The cunt on the right, the one with too much make-up and her tongue inexplicably out, as if slavering over his Ponciness the Pope, is Rebecca Kadaga, Speaker of Parliament down Uganda way and the cheerleader of the ‘kill the gays’ bill in that fair and beauteous country, the country that brought us Idi Amin (you can kind of see the resemblance now you look at her), genocide and now the killing of gays.
Turning up at the same chill-out party during a human rights conference (they really will let in anyone these days, those human rights conferences, won’t they?), the couple immediately sparked up a conversation along the lines of…
‘How can you kill the most gays, Mr. Pope, sir? You know how much we’d like to see our fine upstanding country rid of this scourge.’

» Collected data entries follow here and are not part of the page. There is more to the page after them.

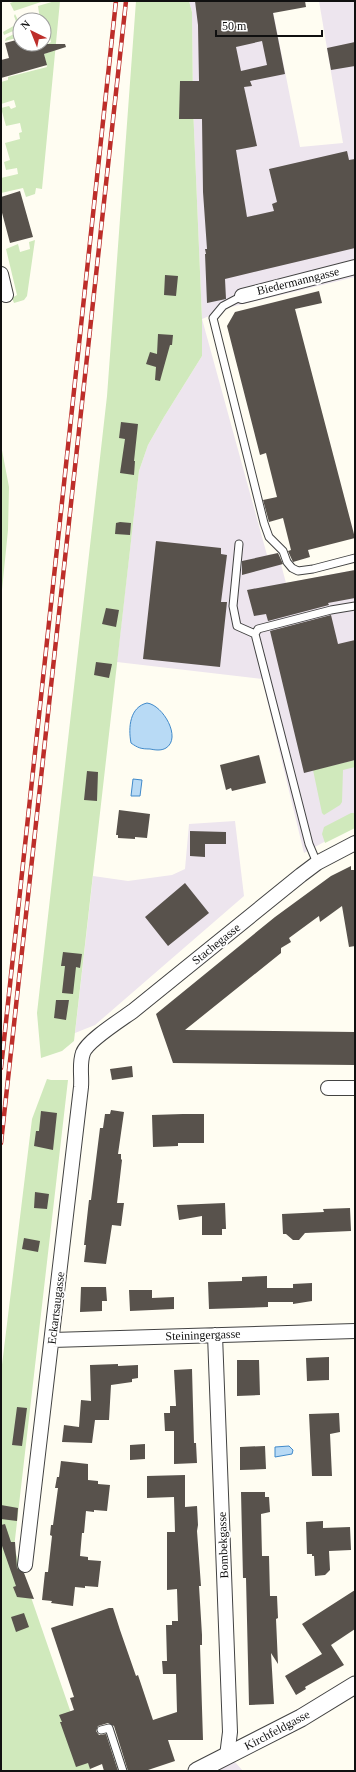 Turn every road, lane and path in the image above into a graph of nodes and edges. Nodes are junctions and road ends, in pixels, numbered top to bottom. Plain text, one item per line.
1 (355, 267) edge
2 (1, 274) edge
3 (6, 295) dead end
4 (242, 296) joint
5 (239, 544) dead end
6 (355, 558) edge
7 (355, 606) edge
8 (255, 634) junction
9 (355, 843) edge
10 (317, 863) junction
11 (83, 1052) joint
12 (328, 1088) dead end
13 (355, 1088) edge
14 (355, 1331) edge
15 (215, 1335) junction
16 (52, 1340) junction
17 (25, 1565) dead end
18 (355, 1685) edge
19 (101, 1730) dead end
20 (227, 1756) junction
21 (122, 1771) edge
22 (197, 1771) edge

1 - 4 street, Biedermanngasse
2 - 3 street
4 - 6 lane
5 - 8 lane
7 - 8 lane
8 - 10 lane
9 - 10 street, Stachegasse
10 - 11 street, Stachegasse
11 - 16 street, Eckartsaugasse
12 - 13 street
14 - 15 street, Steiningergasse
15 - 16 street, Steiningergasse
15 - 20 street, Bombekgasse
16 - 17 street, Eckartsaugasse
18 - 20 street, Kirchfeldgasse
19 - 21 lane
20 - 22 street, Kirchfeldgasse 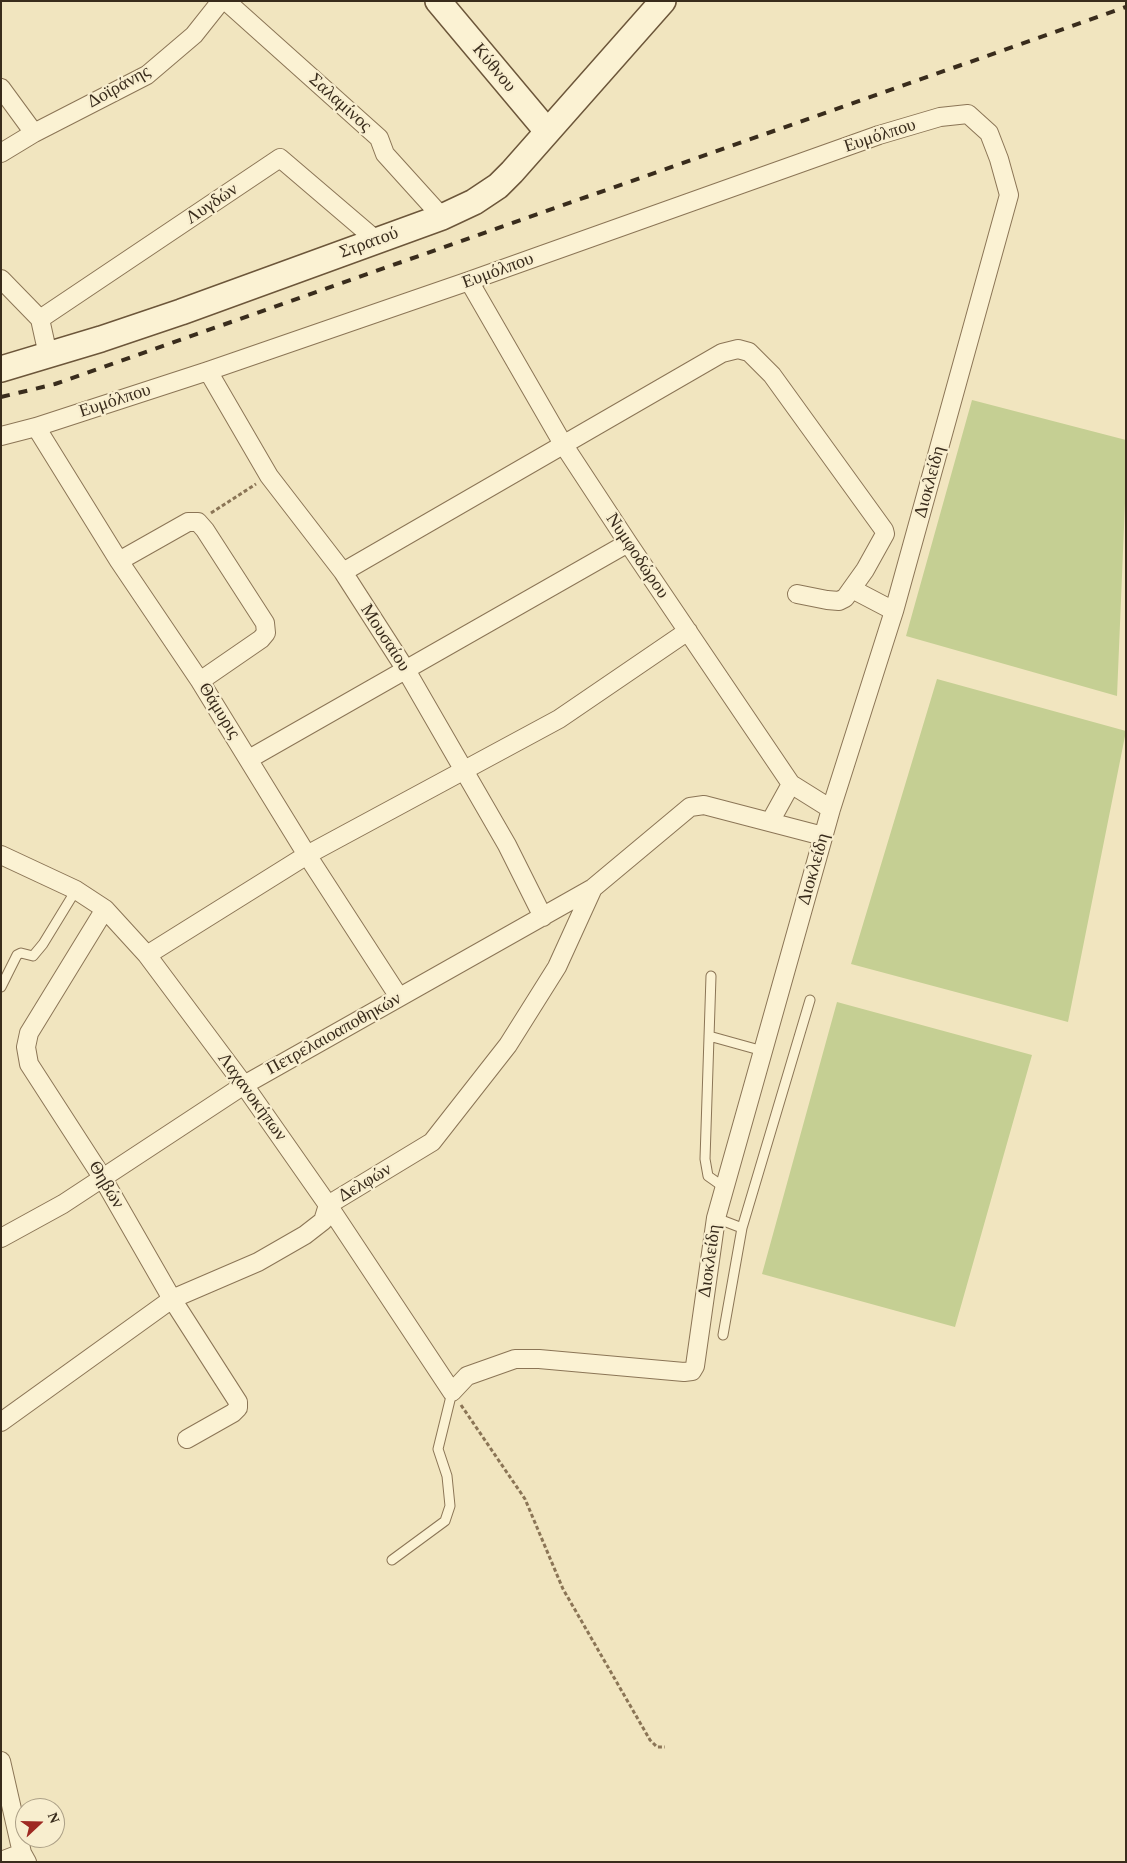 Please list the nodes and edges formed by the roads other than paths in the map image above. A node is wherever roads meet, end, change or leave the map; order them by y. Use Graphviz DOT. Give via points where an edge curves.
graph roads {
  1 [pos="221,1"];
  2 [pos="226,1"];
  3 [pos="663,1"];
  4 [pos="442,3"];
  5 [pos="1,88"];
  6 [pos="546,131"];
  7 [pos="34,133"];
  8 [pos="989,133"];
  9 [pos="1,153"];
  10 [pos="442,217"];
  11 [pos="376,240"];
  12 [pos="1,280"];
  13 [pos="469,281"];
  14 [pos="40,319"];
  15 [pos="48,355"];
  16 [pos="1,369"];
  17 [pos="208,371"];
  18 [pos="36,427"];
  19 [pos="1,436"];
  20 [pos="563,444"];
  21 [pos="628,543"];
  22 [pos="119,561"];
  23 [pos="343,572"];
  24 [pos="852,589"];
  25 [pos="797,594"];
  26 [pos="894,611"];
  27 [pos="688,631"];
  28 [pos="406,670"];
  29 [pos="200,681"];
  30 [pos="249,759"];
  31 [pos="465,770"];
  32 [pos="792,784"];
  33 [pos="831,809"];
  34 [pos="770,822"];
  35 [pos="823,836"];
  36 [pos="1,855"];
  37 [pos="307,855"];
  38 [pos="593,888"];
  39 [pos="76,890"];
  40 [pos="104,909"];
  41 [pos="543,917"];
  42 [pos="147,955"];
  43 [pos="711,976"];
  44 [pos="1,987"];
  45 [pos="400,997"];
  46 [pos="810,1000"];
  47 [pos="709,1036"];
  48 [pos="763,1051"];
  49 [pos="244,1085"];
  50 [pos="102,1177"];
  51 [pos="725,1188"];
  52 [pos="328,1205"];
  53 [pos="716,1218"];
  54 [pos="742,1228"];
  55 [pos="1,1238"];
  56 [pos="172,1299"];
  57 [pos="723,1335"];
  58 [pos="452,1392"];
  59 [pos="1,1422"];
  60 [pos="187,1439"];
  61 [pos="392,1560"];
  62 [pos="1,1761"];
  63 [pos="25,1857"];
  64 [pos="1,1861"];
  1 -- 7 [label="street, Δοϊράνης" via="194,34 147,75"];
  2 -- 10 [label="street, Σαλαμίνος" via="379,138 385,154"];
  3 -- 6 [label="main road, Στρατού"];
  4 -- 6 [label="main road, Κύθνου"];
  5 -- 7 [label="street"];
  6 -- 10 [label="main road, Στρατού" via="498,186"];
  7 -- 9 [label="street, Δοϊράνης"];
  8 -- 13 [label="street, Ευμόλπου" via="968,114 940,117 879,135"];
  8 -- 26 [label="street, Διοκλείδη" via="1009,195"];
  10 -- 11 [label="main road, Στρατού"];
  11 -- 14 [label="street, Λυγδών" via="280,158"];
  11 -- 15 [label="main road, Στρατού" via="181,312"];
  12 -- 14 [label="street"];
  13 -- 17 [label="street, Ευμόλπου"];
  13 -- 20 [label="street, Νυμφοδώρου"];
  14 -- 15 [label="street"];
  15 -- 16 [label="main road, Στρατού"];
  17 -- 18 [label="street, Ευμόλπου"];
  17 -- 23 [label="street, Μουσαίου" via="269,476"];
  18 -- 19 [label="street, Ευμόλπου"];
  18 -- 22 [label="street, Θάμυρις"];
  20 -- 21 [label="street, Νυμφοδώρου"];
  20 -- 23 [label="street"];
  20 -- 24 [label="street" via="722,353 738,349 749,352 772,375 884,530"];
  21 -- 27 [label="street, Νυμφοδώρου"];
  21 -- 28 [label="street"];
  22 -- 29 [label="street, Θάμυρις"];
  22 -- 29 [label="street" via="188,522 198,522 265,623 266,633"];
  23 -- 28 [label="street, Μουσαίου"];
  24 -- 25 [label="street" via="839,601"];
  24 -- 26 [label="street"];
  26 -- 33 [label="street, Διοκλείδη"];
  27 -- 31 [label="street" via="559,719"];
  27 -- 32 [label="street, Νυμφοδώρου"];
  28 -- 30 [label="street"];
  28 -- 31 [label="street, Μουσαίου"];
  29 -- 30 [label="street, Θάμυρις"];
  30 -- 37 [label="street, Θάμυρις"];
  31 -- 37 [label="street"];
  31 -- 41 [label="street, Μουσαίου"];
  32 -- 33 [label="street, Νυμφοδώρου"];
  32 -- 34 [label="street"];
  33 -- 35 [label="street, Διοκλείδη"];
  34 -- 35 [label="street, Πετρελαιοαποθηκών"];
  34 -- 38 [label="street, Πετρελαιοαποθηκών" via="704,805 690,807"];
  35 -- 48 [label="street, Διοκλείδη"];
  36 -- 39 [label="street, Λαχανοκήπων"];
  37 -- 42 [label="street"];
  37 -- 45 [label="street, Θάμυρις"];
  38 -- 41 [label="street, Πετρελαιοαποθηκών"];
  38 -- 52 [label="street, Δελφών" via="557,967 513,1038 432,1142"];
  39 -- 40 [label="street, Λαχανοκήπων"];
  39 -- 44 [label="lane" via="33,956 17,955"];
  40 -- 42 [label="street, Λαχανοκήπων"];
  40 -- 50 [label="street, Θηβών" via="29,1033 26,1046 30,1064"];
  41 -- 45 [label="street, Πετρελαιοαποθηκών"];
  42 -- 49 [label="street, Λαχανοκήπων"];
  43 -- 47 [label="lane"];
  45 -- 49 [label="street, Πετρελαιοαποθηκών"];
  46 -- 54 [label="lane"];
  47 -- 48 [label="lane"];
  47 -- 51 [label="lane" via="705,1159 708,1176"];
  48 -- 51 [label="street, Διοκλείδη"];
  49 -- 50 [label="street, Πετρελαιοαποθηκών"];
  49 -- 52 [label="street, Λαχανοκήπων"];
  50 -- 55 [label="street, Πετρελαιοαποθηκών" via="63,1204"];
  50 -- 56 [label="street, Θηβών"];
  51 -- 53 [label="street, Διοκλείδη"];
  52 -- 56 [label="street, Δελφών" via="323,1221 305,1235 258,1262"];
  52 -- 58 [label="street, Λαχανοκήπων"];
  53 -- 54 [label="lane"];
  53 -- 58 [label="street, Διοκλείδη" via="692,1371 515,1359 468,1376"];
  54 -- 57 [label="lane"];
  56 -- 59 [label="street, Δελφών"];
  56 -- 60 [label="street, Θηβών" via="238,1402 238,1408 232,1413"];
  58 -- 61 [label="lane" via="438,1449 450,1506 445,1521"];
  62 -- 63 [label="street"];
  63 -- 64 [label="street"];
}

‘Well, I always found incitement to violence against them worked.’
‘Thanks for that. It might even be where I got my new idea to bang them up in jail or execute them.’
‘You could also demonise condoms and get your priests on the ground to spread lies that if you wear a condom you get AIDS.’
‘That will get them in the end, but we’re looking at something much quicker and more effective.’
‘Then there was this idea I got from my native Austria, back when I was in the Hitler Youth. They were called gas chambers…’
At which he bestowed a blessing on the cunty Ms. Kadaga (no relation of Kajagoogoo, who won’t have her in the house). And that last bit is absolutely true.
Nice people just find each other out, don’t they?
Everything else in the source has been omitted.